- Born: 4 March 1988 (age 38) Taunggyi, Burma
- Education: B.A Law (LL.B)
- Occupations: Tour guide, Model
- Height: 5 ft 6.5 in (1.69 m)
- Beauty pageant titleholder
- Title: Miss Myanmar 2012 Miss Yangon 2012
- Years active: 2011 -
- Hair color: Dark
- Eye color: Black
- Major competition(s): Miss Myanmar 2012 (Winner) Miss International 2012 (Miss Internet)

Signature

= Nang Khin Zay Yar =

Beauty pageant winner

Nang Khin Zay Yar (နန်းခင်ဇေယျာ; born in Taunggyi on March 4, 1988) is a Burmese model, actress and beauty pageant titleholder who won Miss Universe Myanmar title in 2012. She also won the Missosology's Miss International 2012 People's Choice Award, Pageantology.net Miss International 2012 People's Choice Award and Miss Internet Award in Miss International 2012, Okinawa.

==Early life==
Nang Khin Zay Yar was born in Taunggyi on March 4, 1988, to her mother Nang Phyu Phyu Khine and her father Khun Aung Myat. Nang Khin Zay Yar went to Basic Education High School No. 4 Taunggyi. Nang Khin Zay Yar finished her education from Taunggyi University, earning her degree as a Bachelor of Laws. After she finished her education, she opted to become a tour guide instead of a lawyer, shortly afterwards moving into the modelling industry. She can speak both English and German.
==Career==
Nang Khin Zay Yar became a model in 2011, taking photos for magazines, journals and model websites. In 2012, shortly after she won the title of Miss Myanmar 2012, she was offered to shoot for some advertisements. Currently she is appearing on many Burmese videos and movies as an actress.
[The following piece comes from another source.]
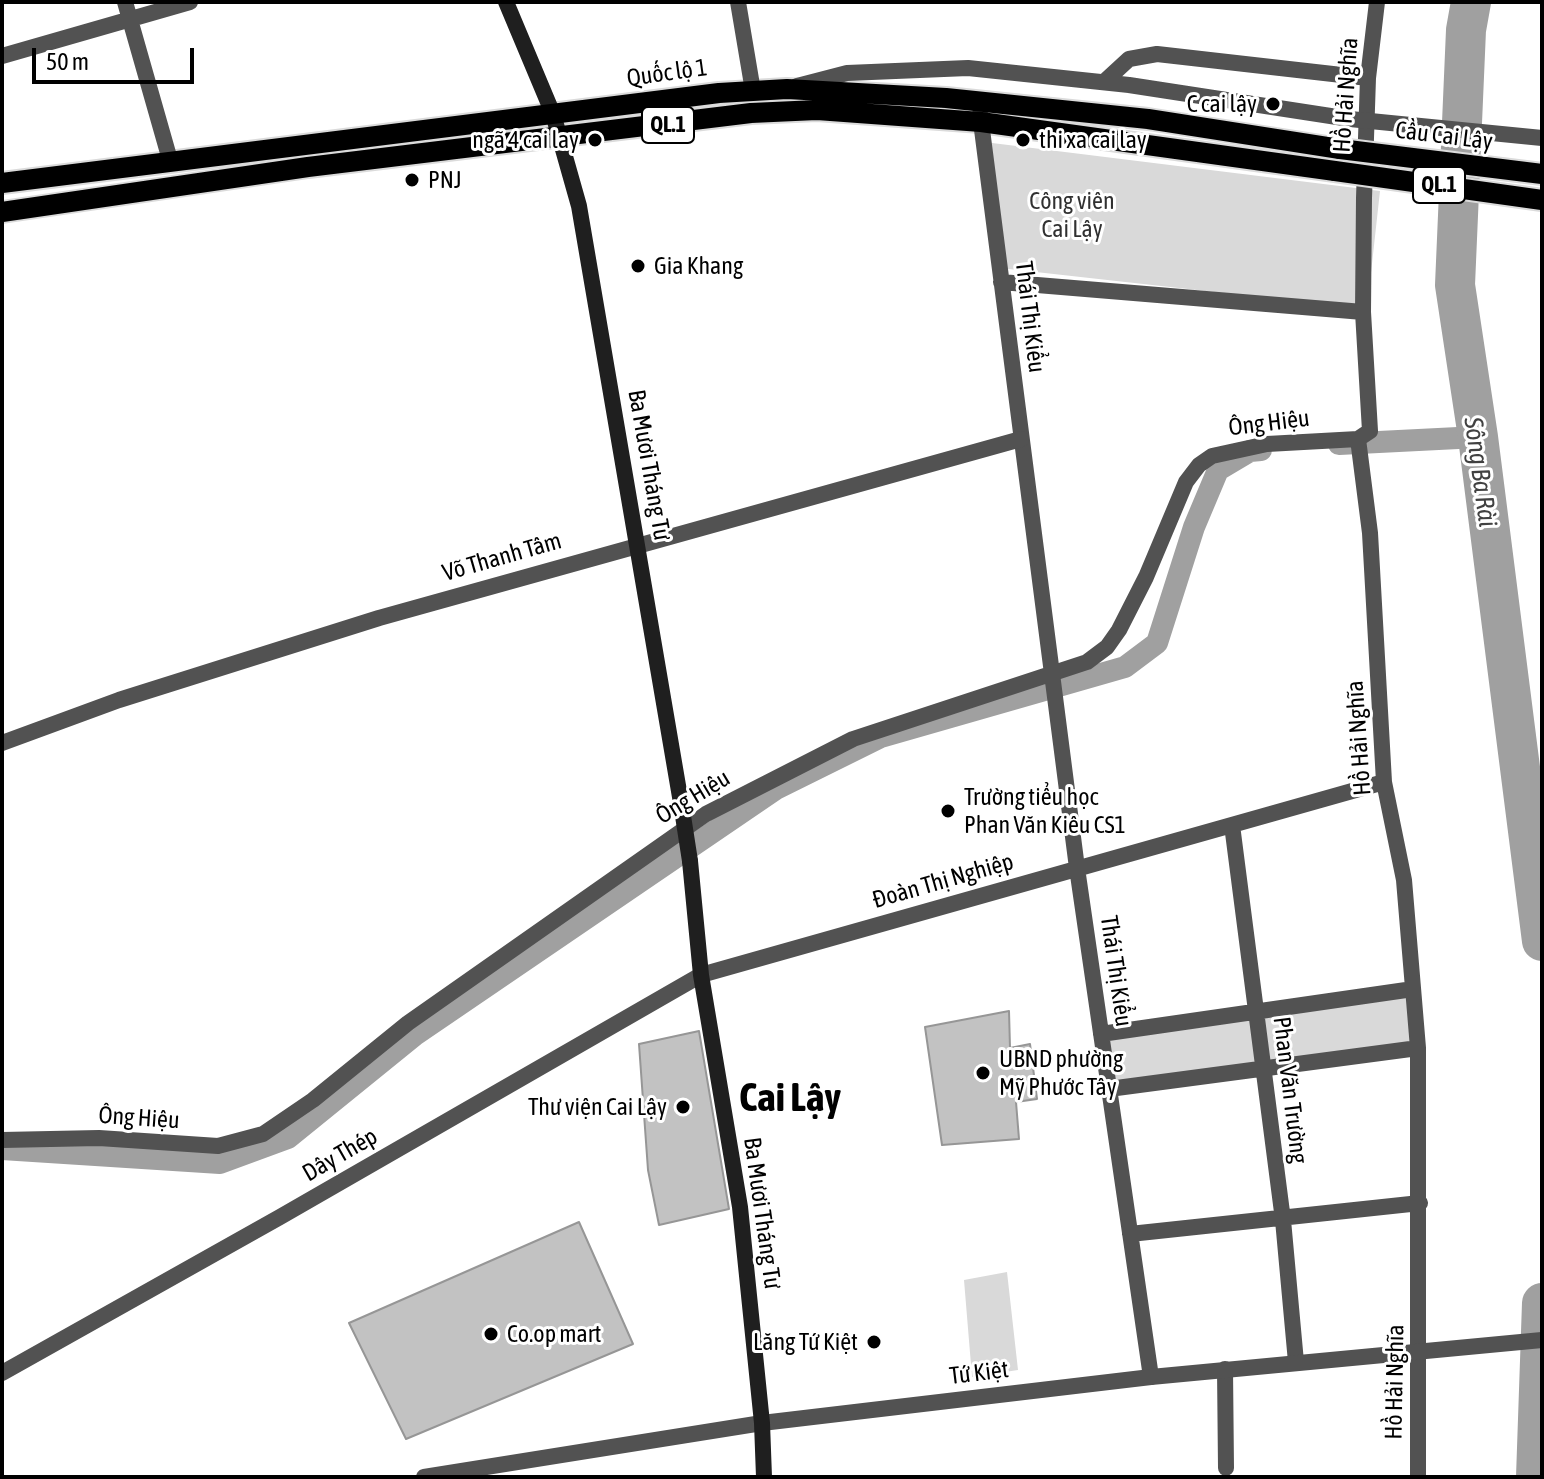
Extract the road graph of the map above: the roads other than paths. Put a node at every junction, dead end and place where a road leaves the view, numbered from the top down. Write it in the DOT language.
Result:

Although she does not have a clear intention to be a singer so soon, she is already singing both in local and foreign shows and concerts.

==Competitions==

===Miss Myanmar 2012===

Nang Khin Zay Yar competed in Miss Myanmar 2012 which was held on March 25, 2012, at Myanmar Convention Center (MCC), Yangon. The competition was organized by the Myanmar Tourism Services (MTS) Co., under the supervision of Myanmar Travel Board (MTB) in order to promote tourism industry in the country and enhance the interest of citizens in the tourism sector. Nann Khin Zayar won Miss Yangon title, Miss Myanmar 2012 title and she was assigned as a tourism Ambassador of Myanmar.

===Miss International 2012===
She won the Miss Internet Award in the Miss International 2012 competition.